#### [TASK DESCRIPTION]
Produce an exact copy of the lines from the line containing "Build a routing" through the last line of the entries below, and only those lines.

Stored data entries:
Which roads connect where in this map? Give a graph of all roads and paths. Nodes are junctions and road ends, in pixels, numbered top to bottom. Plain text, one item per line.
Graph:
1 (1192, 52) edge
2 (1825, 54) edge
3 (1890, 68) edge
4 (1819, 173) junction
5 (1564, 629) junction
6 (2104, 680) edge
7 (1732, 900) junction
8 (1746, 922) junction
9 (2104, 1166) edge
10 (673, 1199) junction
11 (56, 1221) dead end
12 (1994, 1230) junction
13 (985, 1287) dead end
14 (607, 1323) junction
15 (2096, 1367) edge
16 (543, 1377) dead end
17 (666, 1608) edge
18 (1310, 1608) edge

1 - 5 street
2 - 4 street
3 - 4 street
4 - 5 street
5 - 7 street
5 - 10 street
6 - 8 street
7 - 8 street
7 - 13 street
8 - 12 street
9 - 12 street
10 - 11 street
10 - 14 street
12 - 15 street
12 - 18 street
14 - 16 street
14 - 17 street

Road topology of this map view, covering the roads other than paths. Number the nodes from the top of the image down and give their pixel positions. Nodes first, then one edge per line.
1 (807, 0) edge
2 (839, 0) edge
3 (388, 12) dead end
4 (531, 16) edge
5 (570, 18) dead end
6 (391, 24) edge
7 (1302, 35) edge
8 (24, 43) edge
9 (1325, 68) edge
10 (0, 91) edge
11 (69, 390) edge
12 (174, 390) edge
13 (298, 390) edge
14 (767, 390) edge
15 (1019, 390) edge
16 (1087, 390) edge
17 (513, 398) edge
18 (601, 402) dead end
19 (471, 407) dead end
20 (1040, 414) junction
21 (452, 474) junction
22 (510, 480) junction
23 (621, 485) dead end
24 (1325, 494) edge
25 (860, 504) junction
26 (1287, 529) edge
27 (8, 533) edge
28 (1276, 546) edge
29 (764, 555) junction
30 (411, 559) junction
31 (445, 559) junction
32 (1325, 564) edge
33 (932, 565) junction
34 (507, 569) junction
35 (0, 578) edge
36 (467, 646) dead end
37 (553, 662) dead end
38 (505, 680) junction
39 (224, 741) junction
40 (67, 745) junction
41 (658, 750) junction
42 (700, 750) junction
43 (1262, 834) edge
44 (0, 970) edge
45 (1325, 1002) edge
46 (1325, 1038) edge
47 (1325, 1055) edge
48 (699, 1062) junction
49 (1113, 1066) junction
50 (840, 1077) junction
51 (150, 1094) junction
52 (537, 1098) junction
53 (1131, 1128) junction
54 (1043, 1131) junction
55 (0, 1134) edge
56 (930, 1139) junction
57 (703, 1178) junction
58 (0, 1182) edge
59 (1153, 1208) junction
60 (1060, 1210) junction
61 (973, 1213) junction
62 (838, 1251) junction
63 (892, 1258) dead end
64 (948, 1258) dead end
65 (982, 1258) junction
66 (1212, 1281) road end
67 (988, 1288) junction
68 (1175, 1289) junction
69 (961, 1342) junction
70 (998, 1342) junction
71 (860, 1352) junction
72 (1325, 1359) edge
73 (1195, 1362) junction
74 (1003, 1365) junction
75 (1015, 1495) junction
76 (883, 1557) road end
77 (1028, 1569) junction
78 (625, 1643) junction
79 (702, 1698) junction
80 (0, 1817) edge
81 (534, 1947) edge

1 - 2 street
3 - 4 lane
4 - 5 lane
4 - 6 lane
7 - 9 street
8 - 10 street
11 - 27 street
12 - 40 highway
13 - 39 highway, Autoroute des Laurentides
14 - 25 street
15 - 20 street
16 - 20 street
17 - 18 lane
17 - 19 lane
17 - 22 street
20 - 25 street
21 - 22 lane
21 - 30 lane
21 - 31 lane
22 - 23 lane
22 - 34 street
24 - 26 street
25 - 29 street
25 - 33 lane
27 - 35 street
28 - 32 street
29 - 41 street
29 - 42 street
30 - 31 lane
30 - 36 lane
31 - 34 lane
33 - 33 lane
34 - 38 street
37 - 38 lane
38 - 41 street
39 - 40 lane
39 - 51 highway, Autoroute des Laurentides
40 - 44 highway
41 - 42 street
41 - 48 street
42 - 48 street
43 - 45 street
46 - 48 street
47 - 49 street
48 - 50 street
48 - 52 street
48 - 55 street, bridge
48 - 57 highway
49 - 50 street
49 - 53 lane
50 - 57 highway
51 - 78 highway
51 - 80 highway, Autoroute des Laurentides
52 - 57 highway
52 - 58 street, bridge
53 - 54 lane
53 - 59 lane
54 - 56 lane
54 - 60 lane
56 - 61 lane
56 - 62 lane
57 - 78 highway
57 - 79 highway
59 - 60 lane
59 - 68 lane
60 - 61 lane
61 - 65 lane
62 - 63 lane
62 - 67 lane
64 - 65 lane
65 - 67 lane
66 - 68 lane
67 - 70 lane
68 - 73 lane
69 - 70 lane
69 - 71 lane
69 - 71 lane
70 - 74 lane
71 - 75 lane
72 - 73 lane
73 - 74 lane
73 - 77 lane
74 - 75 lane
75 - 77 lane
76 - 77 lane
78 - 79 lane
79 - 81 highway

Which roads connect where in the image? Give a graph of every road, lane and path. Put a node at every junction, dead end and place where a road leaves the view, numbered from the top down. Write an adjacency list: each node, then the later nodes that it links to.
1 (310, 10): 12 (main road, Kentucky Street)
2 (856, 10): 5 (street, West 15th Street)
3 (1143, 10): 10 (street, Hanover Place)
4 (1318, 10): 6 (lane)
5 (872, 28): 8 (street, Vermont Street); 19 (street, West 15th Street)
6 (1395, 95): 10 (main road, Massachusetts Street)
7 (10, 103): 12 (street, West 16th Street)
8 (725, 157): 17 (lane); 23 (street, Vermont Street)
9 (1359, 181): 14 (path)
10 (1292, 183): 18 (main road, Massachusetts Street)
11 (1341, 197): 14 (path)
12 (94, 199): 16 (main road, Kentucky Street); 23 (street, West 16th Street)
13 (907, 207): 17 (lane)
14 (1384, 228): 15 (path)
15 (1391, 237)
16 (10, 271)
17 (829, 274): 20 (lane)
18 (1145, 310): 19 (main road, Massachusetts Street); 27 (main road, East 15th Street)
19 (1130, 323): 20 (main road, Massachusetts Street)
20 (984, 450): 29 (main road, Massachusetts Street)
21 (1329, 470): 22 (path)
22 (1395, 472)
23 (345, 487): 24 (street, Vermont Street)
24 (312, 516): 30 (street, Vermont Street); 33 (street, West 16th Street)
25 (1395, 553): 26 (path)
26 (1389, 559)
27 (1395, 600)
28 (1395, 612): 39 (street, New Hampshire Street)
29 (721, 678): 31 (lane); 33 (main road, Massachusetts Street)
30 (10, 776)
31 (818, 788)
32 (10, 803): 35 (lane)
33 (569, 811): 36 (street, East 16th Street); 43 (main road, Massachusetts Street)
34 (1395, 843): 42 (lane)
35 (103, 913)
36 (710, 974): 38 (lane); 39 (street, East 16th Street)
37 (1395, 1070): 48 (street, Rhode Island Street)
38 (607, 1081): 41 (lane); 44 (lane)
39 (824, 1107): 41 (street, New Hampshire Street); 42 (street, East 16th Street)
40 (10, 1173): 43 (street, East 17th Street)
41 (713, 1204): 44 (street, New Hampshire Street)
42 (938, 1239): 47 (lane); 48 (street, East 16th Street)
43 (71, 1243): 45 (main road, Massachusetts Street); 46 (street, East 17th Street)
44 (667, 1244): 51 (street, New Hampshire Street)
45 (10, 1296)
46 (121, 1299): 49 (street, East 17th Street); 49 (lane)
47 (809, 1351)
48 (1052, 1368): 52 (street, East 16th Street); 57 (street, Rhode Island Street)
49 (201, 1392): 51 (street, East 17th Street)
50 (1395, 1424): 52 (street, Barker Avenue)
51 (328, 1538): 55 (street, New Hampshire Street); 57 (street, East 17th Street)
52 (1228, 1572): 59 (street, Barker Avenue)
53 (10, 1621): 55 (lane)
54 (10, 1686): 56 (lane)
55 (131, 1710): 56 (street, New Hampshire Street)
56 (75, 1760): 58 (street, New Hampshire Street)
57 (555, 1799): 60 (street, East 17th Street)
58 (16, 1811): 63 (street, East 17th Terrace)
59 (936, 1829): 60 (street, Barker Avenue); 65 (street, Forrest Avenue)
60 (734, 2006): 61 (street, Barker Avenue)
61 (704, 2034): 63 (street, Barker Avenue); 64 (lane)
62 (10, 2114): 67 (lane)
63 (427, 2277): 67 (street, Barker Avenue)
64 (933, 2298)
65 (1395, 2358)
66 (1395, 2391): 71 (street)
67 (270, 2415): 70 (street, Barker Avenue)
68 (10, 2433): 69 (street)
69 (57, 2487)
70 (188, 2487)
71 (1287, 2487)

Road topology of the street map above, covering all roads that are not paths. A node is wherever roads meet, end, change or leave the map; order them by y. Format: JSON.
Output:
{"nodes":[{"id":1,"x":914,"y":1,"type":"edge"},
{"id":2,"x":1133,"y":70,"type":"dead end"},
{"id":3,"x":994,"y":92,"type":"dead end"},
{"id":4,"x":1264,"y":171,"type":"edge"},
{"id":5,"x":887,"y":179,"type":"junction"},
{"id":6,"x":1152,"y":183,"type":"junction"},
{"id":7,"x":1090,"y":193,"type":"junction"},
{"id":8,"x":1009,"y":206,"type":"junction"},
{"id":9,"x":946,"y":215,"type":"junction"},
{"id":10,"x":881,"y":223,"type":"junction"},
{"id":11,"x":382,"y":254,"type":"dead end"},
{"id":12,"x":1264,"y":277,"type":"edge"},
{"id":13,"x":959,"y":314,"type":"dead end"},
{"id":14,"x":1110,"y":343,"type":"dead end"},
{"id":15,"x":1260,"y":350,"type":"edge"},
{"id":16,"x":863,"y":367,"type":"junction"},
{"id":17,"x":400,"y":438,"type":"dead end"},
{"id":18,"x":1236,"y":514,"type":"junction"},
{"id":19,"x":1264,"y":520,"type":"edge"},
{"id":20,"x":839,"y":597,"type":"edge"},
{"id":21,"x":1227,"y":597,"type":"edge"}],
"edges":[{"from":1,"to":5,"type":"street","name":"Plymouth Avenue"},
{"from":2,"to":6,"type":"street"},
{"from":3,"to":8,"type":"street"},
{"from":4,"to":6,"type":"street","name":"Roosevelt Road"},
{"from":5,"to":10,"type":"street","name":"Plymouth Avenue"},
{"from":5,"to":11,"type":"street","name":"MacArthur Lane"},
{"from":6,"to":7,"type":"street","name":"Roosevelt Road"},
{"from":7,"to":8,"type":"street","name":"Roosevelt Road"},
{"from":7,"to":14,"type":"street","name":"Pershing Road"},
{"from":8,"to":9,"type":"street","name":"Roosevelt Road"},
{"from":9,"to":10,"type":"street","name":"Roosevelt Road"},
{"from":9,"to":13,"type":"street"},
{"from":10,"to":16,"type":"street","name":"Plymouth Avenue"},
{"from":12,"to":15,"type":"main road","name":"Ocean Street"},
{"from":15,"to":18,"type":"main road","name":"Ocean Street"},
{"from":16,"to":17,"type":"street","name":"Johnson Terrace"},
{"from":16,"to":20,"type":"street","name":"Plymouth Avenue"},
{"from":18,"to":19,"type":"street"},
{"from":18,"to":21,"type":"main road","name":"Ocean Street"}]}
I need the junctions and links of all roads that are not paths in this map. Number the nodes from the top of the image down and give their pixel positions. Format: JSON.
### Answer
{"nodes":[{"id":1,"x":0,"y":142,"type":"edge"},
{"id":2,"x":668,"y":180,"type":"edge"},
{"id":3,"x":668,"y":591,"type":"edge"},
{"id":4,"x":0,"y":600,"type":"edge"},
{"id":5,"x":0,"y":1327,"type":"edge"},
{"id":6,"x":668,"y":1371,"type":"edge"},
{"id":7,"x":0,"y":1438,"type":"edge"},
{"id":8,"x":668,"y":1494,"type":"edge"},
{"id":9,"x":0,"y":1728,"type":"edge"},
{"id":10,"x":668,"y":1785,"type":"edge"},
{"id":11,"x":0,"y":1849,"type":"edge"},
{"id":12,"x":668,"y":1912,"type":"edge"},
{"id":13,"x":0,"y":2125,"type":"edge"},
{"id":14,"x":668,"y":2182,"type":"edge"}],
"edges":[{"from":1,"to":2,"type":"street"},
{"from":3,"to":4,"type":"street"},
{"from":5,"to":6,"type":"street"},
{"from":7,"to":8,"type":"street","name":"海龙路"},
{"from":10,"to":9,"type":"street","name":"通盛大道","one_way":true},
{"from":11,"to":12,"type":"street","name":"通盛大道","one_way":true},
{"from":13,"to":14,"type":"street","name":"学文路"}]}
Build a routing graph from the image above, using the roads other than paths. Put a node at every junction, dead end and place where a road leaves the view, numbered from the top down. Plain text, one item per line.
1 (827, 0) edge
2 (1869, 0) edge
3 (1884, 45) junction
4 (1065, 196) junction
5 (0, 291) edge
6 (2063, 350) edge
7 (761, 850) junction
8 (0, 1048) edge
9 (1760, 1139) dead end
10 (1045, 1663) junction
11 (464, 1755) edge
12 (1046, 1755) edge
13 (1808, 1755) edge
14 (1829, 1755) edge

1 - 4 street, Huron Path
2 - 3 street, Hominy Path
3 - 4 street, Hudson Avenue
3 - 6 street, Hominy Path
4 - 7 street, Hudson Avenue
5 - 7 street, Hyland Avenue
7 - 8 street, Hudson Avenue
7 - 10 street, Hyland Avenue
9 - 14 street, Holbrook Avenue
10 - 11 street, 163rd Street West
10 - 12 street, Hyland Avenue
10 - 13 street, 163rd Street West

#### [PROBLEM SOLUTION]
Build a routing graph from the image above, using the roads other than paths. Put a node at every junction, dead end and place where a road leaves the view, numbered from the top down. Plain text, one item per line.
1 (827, 0) edge
2 (1869, 0) edge
3 (1884, 45) junction
4 (1065, 196) junction
5 (0, 291) edge
6 (2063, 350) edge
7 (761, 850) junction
8 (0, 1048) edge
9 (1760, 1139) dead end
10 (1045, 1663) junction
11 (464, 1755) edge
12 (1046, 1755) edge
13 (1808, 1755) edge
14 (1829, 1755) edge

1 - 4 street, Huron Path
2 - 3 street, Hominy Path
3 - 4 street, Hudson Avenue
3 - 6 street, Hominy Path
4 - 7 street, Hudson Avenue
5 - 7 street, Hyland Avenue
7 - 8 street, Hudson Avenue
7 - 10 street, Hyland Avenue
9 - 14 street, Holbrook Avenue
10 - 11 street, 163rd Street West
10 - 12 street, Hyland Avenue
10 - 13 street, 163rd Street West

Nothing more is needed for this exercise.